Roger Merino
Mientras el gobierno represivo de Perú se vuelve cada vez más autoritario, los movimientos sociales y otros bastiones de la resistencia deben persistir en crear espacios para la democracia.
La asunción al poder de la extrema derecha en el Perú no se dio a través de las urnas. Luego de la caída del ex Presidente Pedro Castillo en diciembre del 2022, su sucesora constitucional, Dina Boluarte, asume el poder gracias a un pacto con la mayoría conservadora y autoritaria del Congreso. Un pacto sellado con la sangre de 49 personas en el contexto de la primera ola de protestas contra su régimen. Pasamos de un presidente precario y aislado, con poco compromiso con los sectores de izquierda que lo apoyaron y con poco compromiso democrático, a una Presidenta que representa, en puridad, los intereses de la extrema derecha y de diversas redes de poder económico. Un régimen que gobierna con absoluto menosprecio de la población y que es menospreciado en consecuencia. Es este pacto el que ha convertido al Estado en un aparato represor de la ciudadanía y benefactor de grupos criminales.
Ejemplos sobran. El Congreso de la República viene aprobando leyes que benefician directamente a grupos económicos que en los últimos años eran objeto de fiscalización y sanción. Con la llamada “Ley Antiforestal” regularizaron la situación legal de empresas taladoras del bosque Amazónico al permitirles que con la sola posesión del territorio tengan licencia para deforestar. Con la extensión del registro de “mineros informales”, se convalida un sistema que ha venido depredando el medio ambiente y los derechos humanos de comunidades locales y mujeres y niñas sujetas a la trata de personas.
Y más.
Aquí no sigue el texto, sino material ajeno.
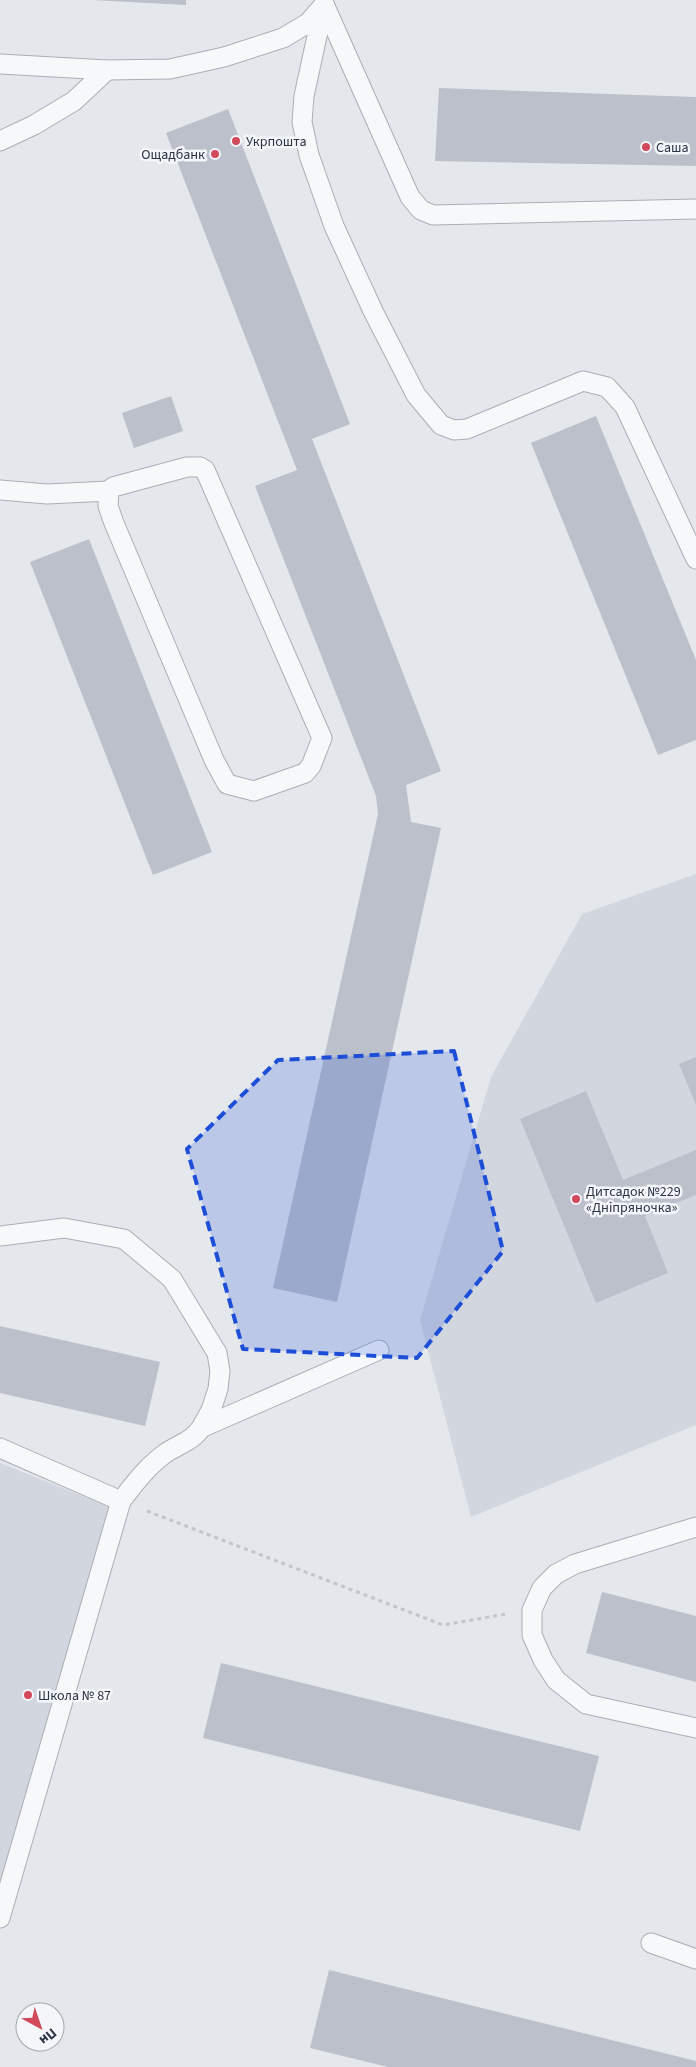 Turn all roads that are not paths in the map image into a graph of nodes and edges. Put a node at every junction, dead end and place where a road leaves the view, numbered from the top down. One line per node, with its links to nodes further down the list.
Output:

Se vienen aprobando normas que eliminan la posibilidad de fiscalización efectiva en distintos sectores. Desde dueños de universidades-empresa que se enriquecieron ofreciendo programas sin estándares mínimos de enseñanza, hasta a los propios partidos políticos, algunos de ellos investigados por lavado de activos. Hay normas que benefician directamente al crimen organizado, como aquella que obliga que el allanamiento con orden judicial a sospechosos solo pueda realizarse “con presencia del abogado”, haciendo que esta medida judicial sea inefectiva en la práctica.
Se ha decretado, en contra de los tratados internacionales, que estos crímenes prescriben, beneficiando a militares que violaron, torturaron y asesinaron durante el conflicto armado interno.»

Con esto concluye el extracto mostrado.